S.F. Nadel
- In full:
- Siegfried Frederick Nadel
- Born:
- April 24, 1903, Vienna
- Also Known As:
- Siegfried Frederick Nadel
- Subjects Of Study:
- cultural anthropology
- Nuba
- Nupe
- culture
- social structure
S.F. Nadel (born April 24, 1903, Vienna—died Jan. 14, 1956, Canberra, Australia) was an Austrian-born British anthropologist whose investigations of African ethnology led him to explore theoretical questions.
Before turning to anthropology Nadel pursued musical interests. He wrote a biography of the Italian composer Ferruccio Benvenuto Busoni and a work on musical typology, and he toured with his own opera company. In 1932 he entered the London School of Economics, encountering anthropologists C.G. Seligman and Bronisław Malinowski. He made his first expedition to the Nupe and other Nigerian peoples (1934–36) and then examined the Nuba of the Anglo-Egyptian Sudan (1938–40). His first major work, A Black Byzantium (1942), dealing with the Nupe, presented the theoretical basis of his ethnographic method. In The Nuba (1947) he examined structural constants shared by ten tribal groups.
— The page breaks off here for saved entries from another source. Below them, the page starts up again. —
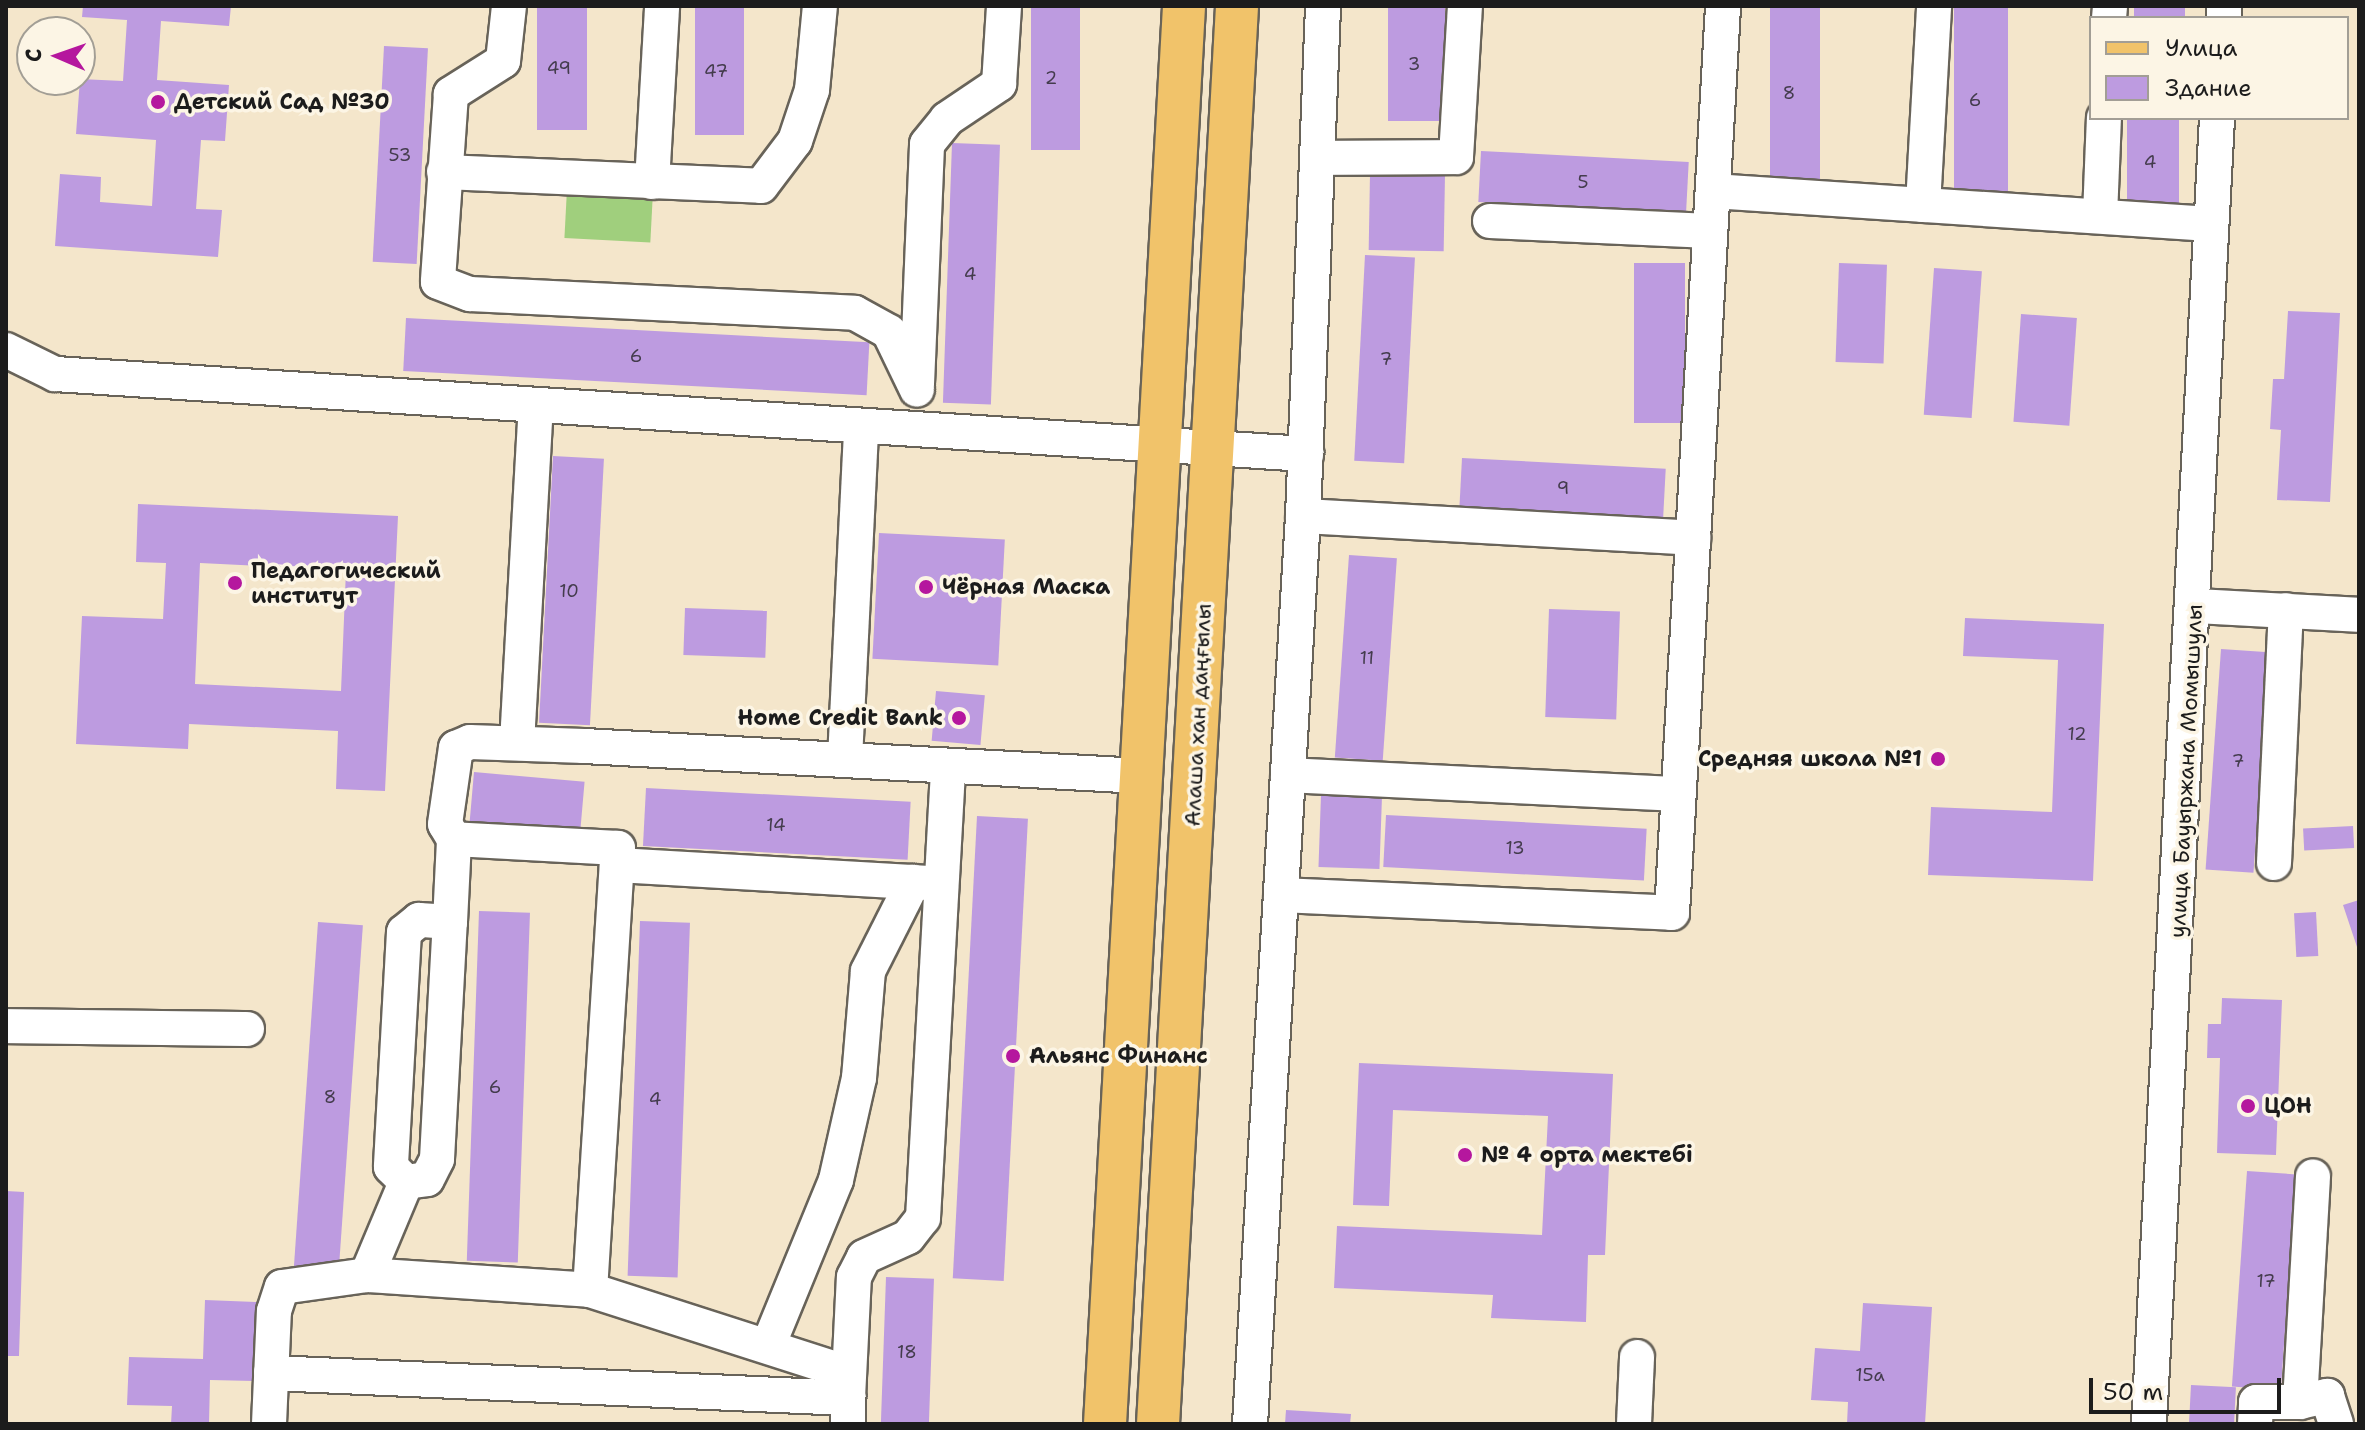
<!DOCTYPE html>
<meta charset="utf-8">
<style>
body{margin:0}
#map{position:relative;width:2365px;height:1430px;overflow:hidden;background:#f4e6cb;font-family:"Shantell Sans",sans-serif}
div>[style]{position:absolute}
.green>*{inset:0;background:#a0cf7d;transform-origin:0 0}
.building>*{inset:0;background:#bd9be0;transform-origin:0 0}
.roads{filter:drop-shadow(2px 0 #686359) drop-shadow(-2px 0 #686359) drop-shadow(0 2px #686359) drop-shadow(0 -2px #686359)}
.minor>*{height:34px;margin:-17px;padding:0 17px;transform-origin:17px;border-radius:17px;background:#fff}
.major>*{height:42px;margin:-21px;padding:0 21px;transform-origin:21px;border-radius:21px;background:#f1c36a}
.dots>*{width:22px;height:22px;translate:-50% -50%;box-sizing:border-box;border:4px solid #fcf5e5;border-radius:50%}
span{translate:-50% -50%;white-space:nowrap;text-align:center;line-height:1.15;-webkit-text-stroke:7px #fcf5e5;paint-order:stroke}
.number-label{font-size:18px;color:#443c4d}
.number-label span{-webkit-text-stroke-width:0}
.poi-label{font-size:22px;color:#1c1c1c;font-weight:700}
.left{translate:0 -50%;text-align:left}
.right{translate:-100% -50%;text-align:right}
.street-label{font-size:22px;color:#1c1c1c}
.frame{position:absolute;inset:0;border:8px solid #1c1c1c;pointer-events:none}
.legend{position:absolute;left:2089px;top:16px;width:260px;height:104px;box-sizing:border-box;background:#fcf5e5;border:2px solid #a29e95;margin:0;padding:10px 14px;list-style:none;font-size:24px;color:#1c1c1c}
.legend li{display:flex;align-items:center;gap:16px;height:40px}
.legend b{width:40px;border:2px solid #a29e95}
.north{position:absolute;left:16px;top:16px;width:80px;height:80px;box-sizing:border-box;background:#fcf5e5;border:2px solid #a29e95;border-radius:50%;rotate:272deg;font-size:22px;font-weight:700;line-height:32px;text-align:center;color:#1c1c1c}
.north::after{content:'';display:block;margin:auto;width:28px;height:36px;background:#b5179e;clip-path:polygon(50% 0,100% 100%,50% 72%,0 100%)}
.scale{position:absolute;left:2089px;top:1378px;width:192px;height:36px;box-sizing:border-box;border:4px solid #1c1c1c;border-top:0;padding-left:10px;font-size:24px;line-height:28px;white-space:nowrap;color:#1c1c1c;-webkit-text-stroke:6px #fcf5e5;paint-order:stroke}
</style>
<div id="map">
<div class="green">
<div style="left:567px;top:189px;width:86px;height:49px;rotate:3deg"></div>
</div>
<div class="building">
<div style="clip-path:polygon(83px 6px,231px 6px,229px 26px,161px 21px,157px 80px,229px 85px,225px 141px,201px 140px,196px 209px,222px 210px,218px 257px,55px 246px,60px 174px,101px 177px,100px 202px,152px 206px,156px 140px,76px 134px,80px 79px,123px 81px,127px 20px,82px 17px)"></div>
<div style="left:537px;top:6px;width:50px;height:124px"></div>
<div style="left:695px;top:6px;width:49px;height:129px"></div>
<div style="left:1031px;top:6px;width:49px;height:144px"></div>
<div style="left:1388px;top:6px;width:57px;height:115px"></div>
<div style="left:1770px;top:6px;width:50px;height:175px"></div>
<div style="left:1954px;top:6px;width:54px;height:187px"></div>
<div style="left:2134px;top:6px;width:51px;height:12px"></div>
<div style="left:384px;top:46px;width:44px;height:216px;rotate:3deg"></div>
<div style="left:2127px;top:118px;width:52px;height:87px"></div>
<div style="left:952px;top:143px;width:48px;height:260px;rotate:2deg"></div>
<div style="left:1481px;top:151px;width:208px;height:51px;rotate:3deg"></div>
<div style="left:1370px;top:174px;width:75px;height:76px;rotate:1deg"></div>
<div style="left:1365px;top:255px;width:50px;height:206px;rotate:3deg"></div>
<div style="left:1634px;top:263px;width:51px;height:160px"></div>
<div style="left:1839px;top:263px;width:48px;height:99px;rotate:2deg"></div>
<div style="left:1934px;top:268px;width:48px;height:147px;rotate:4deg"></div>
<div style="clip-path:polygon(2288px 311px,2340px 313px,2330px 502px,2277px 500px,2281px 430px,2270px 429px,2273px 379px,2284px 379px)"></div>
<div style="left:2021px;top:314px;width:56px;height:108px;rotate:4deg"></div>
<div style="left:406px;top:318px;width:464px;height:53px;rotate:3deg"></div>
<div style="left:553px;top:456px;width:51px;height:267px;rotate:3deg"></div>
<div style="left:1462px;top:458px;width:204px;height:51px;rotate:3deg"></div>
<div style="clip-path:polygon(evenodd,138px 504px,398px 516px,385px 791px,336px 789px,338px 731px,189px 724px,188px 749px,76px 744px,82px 616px,163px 619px,166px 563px,136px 562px,138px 504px,200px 563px,346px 570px,341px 691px,195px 684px,200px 563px)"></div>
<div style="left:879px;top:533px;width:126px;height:126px;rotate:3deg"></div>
<div style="left:1349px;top:555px;width:48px;height:203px;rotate:4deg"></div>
<div style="left:685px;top:608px;width:82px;height:47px;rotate:2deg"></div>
<div style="left:1549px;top:609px;width:71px;height:108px;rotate:2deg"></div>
<div style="clip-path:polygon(1965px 618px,2104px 624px,2093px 881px,1928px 875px,1931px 807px,2052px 812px,2058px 660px,1963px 656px)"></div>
<div style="left:2221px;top:649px;width:48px;height:221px;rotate:4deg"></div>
<div style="left:936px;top:691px;width:49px;height:50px;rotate:5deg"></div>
<div style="left:474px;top:772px;width:111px;height:55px;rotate:5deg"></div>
<div style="left:646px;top:788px;width:265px;height:58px;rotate:3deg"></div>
<div style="left:1321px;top:795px;width:61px;height:72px;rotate:2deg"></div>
<div style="left:1386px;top:815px;width:261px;height:52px;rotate:3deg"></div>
<div style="left:977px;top:816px;width:51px;height:463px;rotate:3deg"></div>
<div style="left:2353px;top:826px;width:22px;height:50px;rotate:87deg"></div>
<div style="clip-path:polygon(2359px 900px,2359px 950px,2358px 950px,2343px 905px)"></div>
<div style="left:479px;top:911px;width:51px;height:350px;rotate:2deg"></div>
<div style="left:2316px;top:912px;width:44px;height:22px;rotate:87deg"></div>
<div style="left:640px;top:921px;width:50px;height:355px;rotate:2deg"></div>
<div style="left:318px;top:922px;width:45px;height:348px;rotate:4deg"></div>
<div style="clip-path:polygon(2222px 998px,2282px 1000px,2276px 1155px,2217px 1153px,2220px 1058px,2207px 1058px,2208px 1024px,2221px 1024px)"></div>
<div style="clip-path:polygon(1359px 1063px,1613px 1074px,1605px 1255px,1588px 1255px,1586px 1322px,1491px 1318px,1493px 1295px,1334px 1288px,1337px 1226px,1542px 1235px,1548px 1116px,1393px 1110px,1389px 1206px,1353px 1205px)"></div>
<div style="left:2247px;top:1171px;width:49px;height:216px;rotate:4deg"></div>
<div style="clip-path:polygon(6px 1191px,24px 1192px,19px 1356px,6px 1356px)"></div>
<div style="left:886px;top:1277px;width:48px;height:147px;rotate:2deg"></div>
<div style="clip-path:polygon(205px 1300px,256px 1302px,254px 1381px,210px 1380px,209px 1424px,171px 1424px,172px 1406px,127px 1405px,129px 1357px,203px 1359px)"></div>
<div style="clip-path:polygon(1863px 1303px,1932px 1307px,1925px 1424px,1847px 1424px,1848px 1402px,1811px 1400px,1815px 1348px,1860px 1351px)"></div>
<div style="left:2191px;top:1385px;width:45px;height:39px;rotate:3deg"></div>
<div style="clip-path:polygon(1286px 1410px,1351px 1414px,1350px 1424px,1285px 1424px)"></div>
</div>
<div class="roads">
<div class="minor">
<div style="left:509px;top:6px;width:55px;rotate:96.2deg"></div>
<div style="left:503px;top:61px;width:62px;rotate:147.6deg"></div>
<div style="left:451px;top:94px;width:188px;rotate:94deg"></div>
<div style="left:438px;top:282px;width:34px;rotate:21deg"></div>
<div style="left:470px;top:294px;width:385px;rotate:2.8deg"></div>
<div style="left:855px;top:313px;width:39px;rotate:29deg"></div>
<div style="left:889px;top:332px;width:64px;rotate:64.2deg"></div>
<div style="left:2109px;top:18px;width:12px;rotate:-85deg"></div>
<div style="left:2224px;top:18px;width:12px;rotate:-90deg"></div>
<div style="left:1320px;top:158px;width:136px;rotate:-0.4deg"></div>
<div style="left:1456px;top:157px;width:151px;rotate:-86.6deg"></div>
<div style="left:444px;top:172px;width:317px;rotate:2.5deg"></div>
<div style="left:761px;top:186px;width:56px;rotate:-52.9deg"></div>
<div style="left:795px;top:141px;width:54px;rotate:-71.6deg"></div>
<div style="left:812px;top:90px;width:84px;rotate:-84.6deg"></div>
<div style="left:652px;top:182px;width:176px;rotate:-86.7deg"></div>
<div style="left:1713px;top:191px;width:498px;rotate:3.8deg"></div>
<div style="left:1923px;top:205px;width:199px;rotate:-86.8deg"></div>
<div style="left:2100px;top:216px;width:98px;rotate:-87.7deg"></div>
<div style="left:1490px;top:221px;width:220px;rotate:2.6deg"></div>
<div style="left:6px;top:350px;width:55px;rotate:26.1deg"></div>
<div style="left:55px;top:374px;width:1254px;rotate:3.66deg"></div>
<div style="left:917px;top:384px;width:240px;rotate:-87.6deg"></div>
<div style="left:927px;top:144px;width:32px;rotate:-51deg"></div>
<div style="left:947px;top:119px;width:63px;rotate:-33.9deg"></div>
<div style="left:999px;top:84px;width:78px;rotate:-86.3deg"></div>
<div style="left:1303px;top:516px;width:391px;rotate:3.2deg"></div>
<div style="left:2195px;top:606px;width:164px;rotate:3.1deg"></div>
<div style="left:517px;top:743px;width:336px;rotate:-86.8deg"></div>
<div style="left:845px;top:759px;width:329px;rotate:-87.2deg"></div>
<div style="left:1288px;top:775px;width:390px;rotate:2.8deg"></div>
<div style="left:2274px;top:863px;width:253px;rotate:-87.3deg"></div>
<div style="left:617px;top:865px;width:317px;rotate:3.3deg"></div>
<div style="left:1281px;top:895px;width:391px;rotate:2.6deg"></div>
<div style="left:1672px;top:913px;width:908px;rotate:-86.78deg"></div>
<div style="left:450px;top:922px;width:31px;rotate:-176deg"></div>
<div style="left:419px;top:920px;width:19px;rotate:141deg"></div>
<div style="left:404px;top:932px;width:235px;rotate:93.2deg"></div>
<div style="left:391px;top:1167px;width:21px;rotate:45deg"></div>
<div style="left:406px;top:1182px;width:21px;rotate:-8deg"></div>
<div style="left:427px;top:1179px;width:22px;rotate:-63deg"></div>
<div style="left:437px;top:1159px;width:237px;rotate:-86.9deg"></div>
<div style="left:450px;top:922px;width:83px;rotate:-87.2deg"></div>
<div style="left:6px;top:1026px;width:241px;rotate:0.7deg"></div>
<div style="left:367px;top:1275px;width:224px;rotate:3.8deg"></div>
<div style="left:590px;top:1290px;width:272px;rotate:17.8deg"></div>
<div style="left:590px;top:1290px;width:443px;rotate:-86.4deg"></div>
<div style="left:618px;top:848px;width:164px;rotate:-176.9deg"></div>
<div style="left:454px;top:839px;width:17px;rotate:-121deg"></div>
<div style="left:445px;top:824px;width:77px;rotate:-81.8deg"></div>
<div style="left:456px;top:748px;width:15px;rotate:-23deg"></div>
<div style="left:470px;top:742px;width:114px;rotate:2deg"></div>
<div style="left:584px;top:746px;width:559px;rotate:3.08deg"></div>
<div style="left:768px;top:1346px;width:179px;rotate:-67.7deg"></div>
<div style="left:836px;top:1180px;width:105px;rotate:-77.3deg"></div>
<div style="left:859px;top:1078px;width:107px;rotate:-85.2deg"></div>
<div style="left:868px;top:971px;width:100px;rotate:-63.2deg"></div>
<div style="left:271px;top:1373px;width:578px;rotate:2.48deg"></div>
<div style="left:848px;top:1398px;width:26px;rotate:90deg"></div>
<div style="left:848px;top:1398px;width:121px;rotate:-87.2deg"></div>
<div style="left:854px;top:1277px;width:22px;rotate:-63deg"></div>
<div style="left:864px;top:1257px;width:48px;rotate:-24.4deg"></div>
<div style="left:908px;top:1237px;width:24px;rotate:-52deg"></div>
<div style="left:923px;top:1218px;width:451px;rotate:-86.8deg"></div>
<div style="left:2300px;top:1402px;width:28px;rotate:-13deg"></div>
<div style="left:2327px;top:1396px;width:29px;rotate:72deg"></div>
<div style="left:269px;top:1424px;width:113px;rotate:-87.5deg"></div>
<div style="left:274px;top:1311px;width:25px;rotate:-72deg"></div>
<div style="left:282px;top:1287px;width:86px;rotate:-8deg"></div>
<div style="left:367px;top:1275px;width:101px;rotate:-67.2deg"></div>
<div style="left:1250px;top:1424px;width:910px;rotate:-86.66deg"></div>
<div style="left:1303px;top:516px;width:510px;rotate:-87.75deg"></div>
<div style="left:1634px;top:1424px;width:67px;rotate:-87.4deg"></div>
<div style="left:2149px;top:1424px;width:1308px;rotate:-87.02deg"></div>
<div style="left:2255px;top:1424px;width:22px;rotate:-87deg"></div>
<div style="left:2256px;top:1402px;width:44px"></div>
<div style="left:2300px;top:1402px;width:226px;rotate:-86.7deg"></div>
</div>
<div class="major">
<div style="left:1105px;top:1424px;width:1420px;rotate:-86.81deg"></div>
<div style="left:1158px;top:1424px;width:1420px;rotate:-86.81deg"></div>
</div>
</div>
<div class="dots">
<div style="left:158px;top:102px;background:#b5179e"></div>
<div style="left:235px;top:583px;background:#b5179e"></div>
<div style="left:926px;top:587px;background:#b5179e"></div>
<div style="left:959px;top:718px;background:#b5179e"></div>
<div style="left:1938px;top:759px;background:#b5179e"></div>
<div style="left:1013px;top:1056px;background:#b5179e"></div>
<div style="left:2248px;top:1106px;background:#b5179e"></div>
<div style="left:1465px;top:1155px;background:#b5179e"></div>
</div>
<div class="number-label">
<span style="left:1414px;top:64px">3</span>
<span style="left:559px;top:68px">49</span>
<span style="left:716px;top:71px">47</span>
<span style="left:1051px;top:78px">2</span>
<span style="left:1789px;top:93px">8</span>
<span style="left:1975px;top:100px">6</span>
<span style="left:400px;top:155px">53</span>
<span style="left:2150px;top:162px">4</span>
<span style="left:1583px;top:182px">5</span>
<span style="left:970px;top:274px">4</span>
<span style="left:636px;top:356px">6</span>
<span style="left:1386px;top:359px">7</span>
<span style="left:1563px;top:488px">9</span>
<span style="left:569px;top:591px">10</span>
<span style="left:1367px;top:658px">11</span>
<span style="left:2077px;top:734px">12</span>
<span style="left:2238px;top:761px">7</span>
<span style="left:776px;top:825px">14</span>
<span style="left:1515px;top:848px">13</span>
<span style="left:495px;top:1087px">6</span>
<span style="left:330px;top:1097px">8</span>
<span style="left:655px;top:1099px">4</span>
<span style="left:2266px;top:1281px">17</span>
<span style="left:907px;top:1352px">18</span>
<span style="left:1870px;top:1375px">15а</span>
</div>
<div class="poi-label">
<span class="left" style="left:174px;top:102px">Детский Сад №30</span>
<span class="left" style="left:251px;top:583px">Педагогический<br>институт</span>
<span class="left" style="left:942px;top:587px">Чёрная Маска</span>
<span class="right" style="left:943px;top:718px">Home Credit Bank</span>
<span class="right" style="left:1922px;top:759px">Средняя школа №1</span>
<span class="left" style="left:1029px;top:1056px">Альянс Финанс</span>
<span class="left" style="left:2264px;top:1106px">ЦОН</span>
<span class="left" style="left:1481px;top:1155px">№ 4 орта мектебі</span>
</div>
<div class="street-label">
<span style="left:1198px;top:715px;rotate:-87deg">Алаша хан даңғылы</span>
<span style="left:2186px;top:771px;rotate:-87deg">улица Бауыржана Момышулы</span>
</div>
<div class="frame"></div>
<ul class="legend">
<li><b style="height:10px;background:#f1c36a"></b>Улица</li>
<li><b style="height:22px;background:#bd9be0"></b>Здание</li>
</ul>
<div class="north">С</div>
<div class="scale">50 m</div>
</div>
Nadel was a reader in anthropology at the University of Durham in England (1948–50) and professor of anthropology at the University of Canberra (1950–56). Apart from Nupe Religion (1954), his other works are theoretical and reveal the influence of, among others, Malinowski, the sociologist Max Weber, the philosopher Alfred North Whitehead, and the psychologist Kurt Koffka. In The Foundations of Social Anthropology (1951) he asserted that the main task of the science is to explain as well as to describe aim-controlled, purposive behavior. Suggesting that sociological facts emerge from psychological facts, he indicated that full explanations are to be derived from psychological exploration of motivation and consciousness. In his posthumous Theory of Social Structure (1958), sometimes regarded as one of the 20th century’s foremost theoretical works in the social sciences, Nadel examined social roles, which he considered to be crucial in the analysis of social structure.